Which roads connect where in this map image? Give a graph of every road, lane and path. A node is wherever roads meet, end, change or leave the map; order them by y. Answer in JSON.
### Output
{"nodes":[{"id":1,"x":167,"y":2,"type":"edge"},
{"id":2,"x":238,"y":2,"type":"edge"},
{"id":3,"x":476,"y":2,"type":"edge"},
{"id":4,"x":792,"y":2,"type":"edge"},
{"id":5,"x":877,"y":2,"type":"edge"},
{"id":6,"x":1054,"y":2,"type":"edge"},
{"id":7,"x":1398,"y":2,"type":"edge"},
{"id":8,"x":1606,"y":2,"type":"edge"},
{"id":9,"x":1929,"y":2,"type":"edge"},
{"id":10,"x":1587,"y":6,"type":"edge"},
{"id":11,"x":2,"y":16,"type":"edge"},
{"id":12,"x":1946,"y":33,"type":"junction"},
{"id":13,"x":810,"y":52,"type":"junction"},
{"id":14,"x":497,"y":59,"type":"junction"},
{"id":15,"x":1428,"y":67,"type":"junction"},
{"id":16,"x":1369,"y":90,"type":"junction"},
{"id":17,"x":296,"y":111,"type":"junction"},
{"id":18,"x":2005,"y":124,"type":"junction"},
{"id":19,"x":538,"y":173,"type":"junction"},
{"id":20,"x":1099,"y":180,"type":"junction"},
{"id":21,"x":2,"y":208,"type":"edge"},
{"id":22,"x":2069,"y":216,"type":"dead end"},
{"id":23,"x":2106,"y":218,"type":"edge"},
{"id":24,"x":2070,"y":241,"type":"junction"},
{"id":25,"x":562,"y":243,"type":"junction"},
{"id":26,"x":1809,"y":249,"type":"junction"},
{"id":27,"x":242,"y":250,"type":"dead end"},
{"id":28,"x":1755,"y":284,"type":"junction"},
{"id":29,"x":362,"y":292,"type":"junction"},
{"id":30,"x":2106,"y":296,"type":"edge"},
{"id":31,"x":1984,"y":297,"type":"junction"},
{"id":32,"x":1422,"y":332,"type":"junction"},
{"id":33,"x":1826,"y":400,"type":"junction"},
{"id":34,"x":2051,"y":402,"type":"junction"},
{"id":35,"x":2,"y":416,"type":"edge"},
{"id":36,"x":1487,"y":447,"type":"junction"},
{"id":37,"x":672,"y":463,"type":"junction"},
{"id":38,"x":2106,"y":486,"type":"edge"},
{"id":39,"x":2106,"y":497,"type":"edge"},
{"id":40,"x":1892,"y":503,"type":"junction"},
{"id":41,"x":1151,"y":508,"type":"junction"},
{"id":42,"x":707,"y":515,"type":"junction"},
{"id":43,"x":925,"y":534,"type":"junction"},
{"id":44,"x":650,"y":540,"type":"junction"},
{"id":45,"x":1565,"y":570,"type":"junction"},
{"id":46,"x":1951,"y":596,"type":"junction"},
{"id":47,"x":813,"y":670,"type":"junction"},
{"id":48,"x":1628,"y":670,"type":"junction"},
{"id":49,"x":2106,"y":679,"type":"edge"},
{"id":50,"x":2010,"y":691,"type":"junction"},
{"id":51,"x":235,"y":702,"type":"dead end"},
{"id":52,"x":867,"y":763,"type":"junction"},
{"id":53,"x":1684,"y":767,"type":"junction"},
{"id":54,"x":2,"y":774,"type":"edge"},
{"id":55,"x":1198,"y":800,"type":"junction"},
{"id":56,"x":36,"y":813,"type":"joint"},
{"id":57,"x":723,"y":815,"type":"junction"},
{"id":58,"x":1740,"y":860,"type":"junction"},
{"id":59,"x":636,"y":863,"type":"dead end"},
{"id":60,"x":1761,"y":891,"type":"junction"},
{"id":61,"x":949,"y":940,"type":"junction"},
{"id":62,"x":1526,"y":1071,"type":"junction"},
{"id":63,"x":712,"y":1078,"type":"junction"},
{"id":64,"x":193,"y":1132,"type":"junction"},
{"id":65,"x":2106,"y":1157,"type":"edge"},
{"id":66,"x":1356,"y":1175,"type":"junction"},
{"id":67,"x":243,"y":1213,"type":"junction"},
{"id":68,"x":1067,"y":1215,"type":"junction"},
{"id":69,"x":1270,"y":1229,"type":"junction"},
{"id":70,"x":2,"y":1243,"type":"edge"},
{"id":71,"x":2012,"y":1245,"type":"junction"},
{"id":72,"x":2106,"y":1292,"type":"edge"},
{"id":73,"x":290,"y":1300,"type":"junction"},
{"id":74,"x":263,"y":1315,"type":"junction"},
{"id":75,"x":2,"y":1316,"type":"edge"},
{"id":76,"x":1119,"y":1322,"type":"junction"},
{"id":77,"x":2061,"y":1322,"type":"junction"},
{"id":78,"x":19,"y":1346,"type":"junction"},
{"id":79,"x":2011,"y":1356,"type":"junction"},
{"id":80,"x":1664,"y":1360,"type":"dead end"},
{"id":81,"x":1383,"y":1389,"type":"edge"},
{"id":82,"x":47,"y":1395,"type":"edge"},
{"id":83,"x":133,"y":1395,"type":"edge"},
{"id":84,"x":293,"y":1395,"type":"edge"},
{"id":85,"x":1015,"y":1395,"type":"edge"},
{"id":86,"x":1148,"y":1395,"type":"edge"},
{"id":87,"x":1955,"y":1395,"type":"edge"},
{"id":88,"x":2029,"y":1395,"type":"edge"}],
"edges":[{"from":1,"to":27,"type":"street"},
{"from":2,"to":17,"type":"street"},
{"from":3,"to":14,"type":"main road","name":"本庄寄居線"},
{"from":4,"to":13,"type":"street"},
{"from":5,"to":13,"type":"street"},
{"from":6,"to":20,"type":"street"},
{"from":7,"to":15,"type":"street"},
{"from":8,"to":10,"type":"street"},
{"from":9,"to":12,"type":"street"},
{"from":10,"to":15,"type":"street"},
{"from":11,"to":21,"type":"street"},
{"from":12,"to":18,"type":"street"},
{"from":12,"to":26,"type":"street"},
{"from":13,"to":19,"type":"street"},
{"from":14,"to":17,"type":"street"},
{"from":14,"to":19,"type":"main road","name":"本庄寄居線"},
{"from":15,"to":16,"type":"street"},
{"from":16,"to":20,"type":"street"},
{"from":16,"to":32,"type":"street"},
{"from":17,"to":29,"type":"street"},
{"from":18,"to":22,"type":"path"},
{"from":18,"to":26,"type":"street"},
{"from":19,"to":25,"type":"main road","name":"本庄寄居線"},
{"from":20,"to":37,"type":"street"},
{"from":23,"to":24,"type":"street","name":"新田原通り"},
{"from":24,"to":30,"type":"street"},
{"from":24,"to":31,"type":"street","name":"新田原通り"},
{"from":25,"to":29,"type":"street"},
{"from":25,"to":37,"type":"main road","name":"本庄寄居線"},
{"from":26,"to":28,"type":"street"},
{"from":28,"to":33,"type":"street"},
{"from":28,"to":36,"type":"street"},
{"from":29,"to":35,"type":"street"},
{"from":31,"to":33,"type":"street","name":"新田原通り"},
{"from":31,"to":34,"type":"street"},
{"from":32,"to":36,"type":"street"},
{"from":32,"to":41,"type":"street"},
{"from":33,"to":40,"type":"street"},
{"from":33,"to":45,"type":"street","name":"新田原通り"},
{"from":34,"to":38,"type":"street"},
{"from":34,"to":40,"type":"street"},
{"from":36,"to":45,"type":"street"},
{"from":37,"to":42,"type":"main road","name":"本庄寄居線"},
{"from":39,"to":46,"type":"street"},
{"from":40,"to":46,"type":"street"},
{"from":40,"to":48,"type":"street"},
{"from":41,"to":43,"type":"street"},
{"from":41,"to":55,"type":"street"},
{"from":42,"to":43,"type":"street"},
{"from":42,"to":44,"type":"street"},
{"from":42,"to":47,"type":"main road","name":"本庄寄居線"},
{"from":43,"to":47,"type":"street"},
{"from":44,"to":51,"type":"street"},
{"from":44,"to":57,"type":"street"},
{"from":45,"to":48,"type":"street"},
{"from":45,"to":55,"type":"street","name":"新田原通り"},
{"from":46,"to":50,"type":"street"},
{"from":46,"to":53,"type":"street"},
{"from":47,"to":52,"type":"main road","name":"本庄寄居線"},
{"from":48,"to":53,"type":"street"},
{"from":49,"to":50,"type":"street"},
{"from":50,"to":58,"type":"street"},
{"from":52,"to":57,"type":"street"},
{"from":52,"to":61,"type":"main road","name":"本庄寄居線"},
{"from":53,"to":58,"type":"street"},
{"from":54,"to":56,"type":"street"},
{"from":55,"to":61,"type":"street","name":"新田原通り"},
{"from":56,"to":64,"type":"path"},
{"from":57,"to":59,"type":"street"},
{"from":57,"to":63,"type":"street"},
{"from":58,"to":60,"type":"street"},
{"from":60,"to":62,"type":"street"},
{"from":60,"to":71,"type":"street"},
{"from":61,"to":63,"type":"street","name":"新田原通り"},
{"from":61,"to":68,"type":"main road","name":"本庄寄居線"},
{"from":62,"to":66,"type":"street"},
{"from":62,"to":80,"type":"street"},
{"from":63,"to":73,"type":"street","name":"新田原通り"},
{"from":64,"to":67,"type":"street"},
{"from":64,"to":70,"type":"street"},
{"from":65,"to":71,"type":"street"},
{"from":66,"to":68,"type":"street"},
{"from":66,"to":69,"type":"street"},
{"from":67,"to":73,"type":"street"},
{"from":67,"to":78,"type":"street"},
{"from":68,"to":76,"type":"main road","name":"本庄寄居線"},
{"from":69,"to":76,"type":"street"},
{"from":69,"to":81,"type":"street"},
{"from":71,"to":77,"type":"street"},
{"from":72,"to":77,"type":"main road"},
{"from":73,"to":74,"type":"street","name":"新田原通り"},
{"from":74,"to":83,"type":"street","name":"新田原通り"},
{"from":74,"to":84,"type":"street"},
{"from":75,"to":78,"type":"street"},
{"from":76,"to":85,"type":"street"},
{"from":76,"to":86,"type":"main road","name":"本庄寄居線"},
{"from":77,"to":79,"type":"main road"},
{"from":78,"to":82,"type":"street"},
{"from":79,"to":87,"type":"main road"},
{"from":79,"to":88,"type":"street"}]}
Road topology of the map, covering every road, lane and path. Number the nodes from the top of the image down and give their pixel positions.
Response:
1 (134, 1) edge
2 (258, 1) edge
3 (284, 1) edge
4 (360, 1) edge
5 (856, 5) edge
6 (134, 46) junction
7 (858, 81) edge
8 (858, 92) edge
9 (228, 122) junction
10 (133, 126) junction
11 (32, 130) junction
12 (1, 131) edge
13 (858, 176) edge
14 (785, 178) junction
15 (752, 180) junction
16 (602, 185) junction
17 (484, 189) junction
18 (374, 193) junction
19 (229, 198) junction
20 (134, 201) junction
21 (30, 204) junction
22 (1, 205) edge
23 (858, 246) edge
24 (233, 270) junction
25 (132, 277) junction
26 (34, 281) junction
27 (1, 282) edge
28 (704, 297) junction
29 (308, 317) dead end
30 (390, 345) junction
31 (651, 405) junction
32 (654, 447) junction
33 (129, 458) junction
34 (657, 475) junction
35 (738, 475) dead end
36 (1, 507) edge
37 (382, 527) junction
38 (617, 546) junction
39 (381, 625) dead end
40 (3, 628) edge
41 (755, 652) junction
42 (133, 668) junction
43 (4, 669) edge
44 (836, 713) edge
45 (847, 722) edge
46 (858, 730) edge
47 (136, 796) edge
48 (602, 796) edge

········

» **Exercise goal**:
Within the material above, find the lines that contain the word "image"; copy them.

» **Solved problem**:
Which roads connect where in this map image? Give a graph of every road, lane and path. A node is wherever roads meet, end, change or leave the map; order them by y. Answer in JSON.
Road topology of the map, covering every road, lane and path. Number the nodes from the top of the image down and give their pixel positions.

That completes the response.